Nothing but the lines from the start of the records below through the line that has "thumb tip: (933, 826)" should appear, each exactly as given.

------------------------------------------------------------

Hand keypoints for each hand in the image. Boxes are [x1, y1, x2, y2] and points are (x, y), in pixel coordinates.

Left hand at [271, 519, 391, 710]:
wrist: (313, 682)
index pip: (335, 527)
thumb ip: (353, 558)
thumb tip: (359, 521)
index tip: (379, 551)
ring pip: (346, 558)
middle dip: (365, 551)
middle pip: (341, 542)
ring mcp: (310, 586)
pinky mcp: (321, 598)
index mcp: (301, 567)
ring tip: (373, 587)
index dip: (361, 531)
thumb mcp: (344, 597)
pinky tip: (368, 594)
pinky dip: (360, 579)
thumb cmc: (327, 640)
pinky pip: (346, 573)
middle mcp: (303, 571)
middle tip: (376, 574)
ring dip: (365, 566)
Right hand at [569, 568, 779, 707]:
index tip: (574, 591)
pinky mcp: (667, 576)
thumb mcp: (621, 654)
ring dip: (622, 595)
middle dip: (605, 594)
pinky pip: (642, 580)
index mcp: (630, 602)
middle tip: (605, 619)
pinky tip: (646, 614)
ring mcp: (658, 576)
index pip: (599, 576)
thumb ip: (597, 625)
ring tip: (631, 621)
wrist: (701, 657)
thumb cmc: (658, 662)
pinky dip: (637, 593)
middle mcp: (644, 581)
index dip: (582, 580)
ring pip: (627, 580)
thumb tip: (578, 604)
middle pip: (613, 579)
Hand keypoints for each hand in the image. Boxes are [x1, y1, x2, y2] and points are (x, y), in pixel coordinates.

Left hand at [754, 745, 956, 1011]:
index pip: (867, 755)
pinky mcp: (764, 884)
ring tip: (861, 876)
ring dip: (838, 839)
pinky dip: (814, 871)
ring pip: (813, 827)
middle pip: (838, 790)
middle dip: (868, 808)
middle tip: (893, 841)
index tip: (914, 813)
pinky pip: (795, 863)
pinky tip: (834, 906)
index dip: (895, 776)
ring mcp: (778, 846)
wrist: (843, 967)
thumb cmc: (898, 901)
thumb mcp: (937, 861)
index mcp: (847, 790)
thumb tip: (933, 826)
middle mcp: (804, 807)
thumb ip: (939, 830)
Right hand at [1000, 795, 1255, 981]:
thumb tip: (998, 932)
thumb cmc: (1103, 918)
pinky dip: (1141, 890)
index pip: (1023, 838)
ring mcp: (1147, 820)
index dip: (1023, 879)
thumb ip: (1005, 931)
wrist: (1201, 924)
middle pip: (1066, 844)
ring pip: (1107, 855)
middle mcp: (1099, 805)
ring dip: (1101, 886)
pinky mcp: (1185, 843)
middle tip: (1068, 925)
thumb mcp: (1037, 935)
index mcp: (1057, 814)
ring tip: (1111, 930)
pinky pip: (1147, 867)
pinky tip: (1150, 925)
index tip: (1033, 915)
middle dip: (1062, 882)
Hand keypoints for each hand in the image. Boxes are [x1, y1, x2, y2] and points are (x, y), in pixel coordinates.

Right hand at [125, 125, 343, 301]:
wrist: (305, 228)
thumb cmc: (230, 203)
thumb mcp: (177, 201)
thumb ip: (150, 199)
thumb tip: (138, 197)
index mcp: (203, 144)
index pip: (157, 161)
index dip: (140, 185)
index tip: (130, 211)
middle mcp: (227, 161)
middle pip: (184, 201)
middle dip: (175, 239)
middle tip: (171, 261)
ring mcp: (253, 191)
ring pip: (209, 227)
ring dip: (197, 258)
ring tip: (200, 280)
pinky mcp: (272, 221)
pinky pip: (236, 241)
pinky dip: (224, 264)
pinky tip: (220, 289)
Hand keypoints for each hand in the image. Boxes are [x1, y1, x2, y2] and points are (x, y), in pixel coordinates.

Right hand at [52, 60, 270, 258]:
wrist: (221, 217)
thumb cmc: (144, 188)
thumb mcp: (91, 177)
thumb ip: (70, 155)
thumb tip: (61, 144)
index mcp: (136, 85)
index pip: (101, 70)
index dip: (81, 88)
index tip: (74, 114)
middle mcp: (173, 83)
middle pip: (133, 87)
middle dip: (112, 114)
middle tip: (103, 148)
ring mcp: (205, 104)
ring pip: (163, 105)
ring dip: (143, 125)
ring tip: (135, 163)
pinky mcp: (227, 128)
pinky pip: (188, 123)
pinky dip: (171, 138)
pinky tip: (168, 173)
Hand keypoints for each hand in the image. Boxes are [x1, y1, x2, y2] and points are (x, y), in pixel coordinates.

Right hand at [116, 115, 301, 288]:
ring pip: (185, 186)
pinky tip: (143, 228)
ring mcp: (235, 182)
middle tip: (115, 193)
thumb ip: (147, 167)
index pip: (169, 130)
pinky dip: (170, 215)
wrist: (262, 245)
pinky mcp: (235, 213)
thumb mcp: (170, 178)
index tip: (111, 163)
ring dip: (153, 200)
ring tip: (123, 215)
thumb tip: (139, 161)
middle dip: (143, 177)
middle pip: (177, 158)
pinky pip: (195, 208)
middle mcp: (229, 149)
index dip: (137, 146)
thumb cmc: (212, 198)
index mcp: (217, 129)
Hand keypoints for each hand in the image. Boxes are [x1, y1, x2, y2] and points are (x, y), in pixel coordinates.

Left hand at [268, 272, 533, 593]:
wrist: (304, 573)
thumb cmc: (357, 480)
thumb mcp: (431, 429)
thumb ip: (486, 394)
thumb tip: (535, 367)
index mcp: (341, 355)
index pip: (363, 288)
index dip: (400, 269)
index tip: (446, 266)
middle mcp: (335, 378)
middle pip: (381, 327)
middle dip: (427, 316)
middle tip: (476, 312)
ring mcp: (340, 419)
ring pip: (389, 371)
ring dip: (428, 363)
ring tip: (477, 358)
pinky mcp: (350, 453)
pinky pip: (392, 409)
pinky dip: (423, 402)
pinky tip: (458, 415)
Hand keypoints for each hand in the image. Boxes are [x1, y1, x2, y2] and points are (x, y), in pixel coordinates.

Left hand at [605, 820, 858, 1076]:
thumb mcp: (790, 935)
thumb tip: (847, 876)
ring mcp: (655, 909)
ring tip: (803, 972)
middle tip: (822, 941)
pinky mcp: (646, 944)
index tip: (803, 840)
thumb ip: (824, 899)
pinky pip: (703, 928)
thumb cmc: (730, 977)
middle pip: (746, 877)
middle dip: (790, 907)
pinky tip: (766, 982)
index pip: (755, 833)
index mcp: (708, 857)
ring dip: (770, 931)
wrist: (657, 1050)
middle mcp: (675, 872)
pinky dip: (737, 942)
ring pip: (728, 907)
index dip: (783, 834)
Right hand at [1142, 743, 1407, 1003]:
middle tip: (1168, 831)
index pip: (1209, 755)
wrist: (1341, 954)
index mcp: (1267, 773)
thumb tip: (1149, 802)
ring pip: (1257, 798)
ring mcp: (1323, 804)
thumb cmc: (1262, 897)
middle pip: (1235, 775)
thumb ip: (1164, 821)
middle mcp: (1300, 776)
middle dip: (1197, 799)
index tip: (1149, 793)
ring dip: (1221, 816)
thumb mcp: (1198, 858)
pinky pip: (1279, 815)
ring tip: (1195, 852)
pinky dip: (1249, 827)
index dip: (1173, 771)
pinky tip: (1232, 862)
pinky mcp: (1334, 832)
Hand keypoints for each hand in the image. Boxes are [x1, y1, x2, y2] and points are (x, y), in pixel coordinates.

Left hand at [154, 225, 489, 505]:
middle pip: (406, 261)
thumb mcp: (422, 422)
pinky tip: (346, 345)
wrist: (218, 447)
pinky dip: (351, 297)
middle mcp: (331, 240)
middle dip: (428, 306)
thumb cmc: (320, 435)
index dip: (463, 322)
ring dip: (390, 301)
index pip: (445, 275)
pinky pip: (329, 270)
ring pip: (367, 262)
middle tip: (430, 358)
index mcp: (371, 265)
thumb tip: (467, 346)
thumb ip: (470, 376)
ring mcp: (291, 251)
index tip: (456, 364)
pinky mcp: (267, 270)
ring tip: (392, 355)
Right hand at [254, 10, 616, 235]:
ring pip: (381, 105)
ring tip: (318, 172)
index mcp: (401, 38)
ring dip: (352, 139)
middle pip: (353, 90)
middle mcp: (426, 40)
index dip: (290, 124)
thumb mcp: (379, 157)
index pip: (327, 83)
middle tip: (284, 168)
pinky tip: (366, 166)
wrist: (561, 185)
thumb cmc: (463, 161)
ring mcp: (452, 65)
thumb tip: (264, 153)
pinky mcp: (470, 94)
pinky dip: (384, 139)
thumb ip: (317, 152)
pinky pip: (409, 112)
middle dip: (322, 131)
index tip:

------------------------------------------------------------

* **TASK OUTPUT**:
Hand keypoints for each hand in the image. Boxes are [x1, y1, x2, y2] and points are (x, y), in pixel coordinates.

Left hand at [271, 519, 391, 710]:
wrist: (313, 682)
index pip: (335, 527)
thumb ip: (353, 558)
thumb tip: (359, 521)
index tip: (379, 551)
ring pip: (346, 558)
middle dip: (365, 551)
middle pip: (341, 542)
ring mcp: (310, 586)
pinky mcp: (321, 598)
index mcp: (301, 567)
ring tip: (373, 587)
index dip: (361, 531)
thumb mcp: (344, 597)
pinky tip: (368, 594)
pinky dip: (360, 579)
thumb cmc: (327, 640)
pinky pip: (346, 573)
middle mcp: (303, 571)
middle tip: (376, 574)
ring dip: (365, 566)
Right hand at [569, 568, 779, 707]:
index tip: (574, 591)
pinky mcp: (667, 576)
thumb mcp: (621, 654)
ring dip: (622, 595)
middle dip: (605, 594)
pinky pip: (642, 580)
index mcp: (630, 602)
middle tip: (605, 619)
pinky tip: (646, 614)
ring mcp: (658, 576)
index pip: (599, 576)
thumb ip: (597, 625)
ring tip: (631, 621)
wrist: (701, 657)
thumb cmc: (658, 662)
pinky dip: (637, 593)
middle mcp: (644, 581)
index dip: (582, 580)
ring pip: (627, 580)
thumb tip: (578, 604)
middle pip: (613, 579)
Hand keypoints for each hand in the image. Boxes are [x1, y1, x2, y2] and points are (x, y), in pixel coordinates.

Left hand at [754, 745, 956, 1011]:
index pip: (867, 755)
pinky mcp: (764, 884)
ring tip: (861, 876)
ring dip: (838, 839)
pinky dip: (814, 871)
ring pip: (813, 827)
middle pip: (838, 790)
middle dip: (868, 808)
middle tip: (893, 841)
index tip: (914, 813)
pinky pip: (795, 863)
pinky tip: (834, 906)
index dip: (895, 776)
ring mcp: (778, 846)
wrist: (843, 967)
thumb cmc: (898, 901)
thumb mcp: (937, 861)
index mcp: (847, 790)
thumb tip: (933, 826)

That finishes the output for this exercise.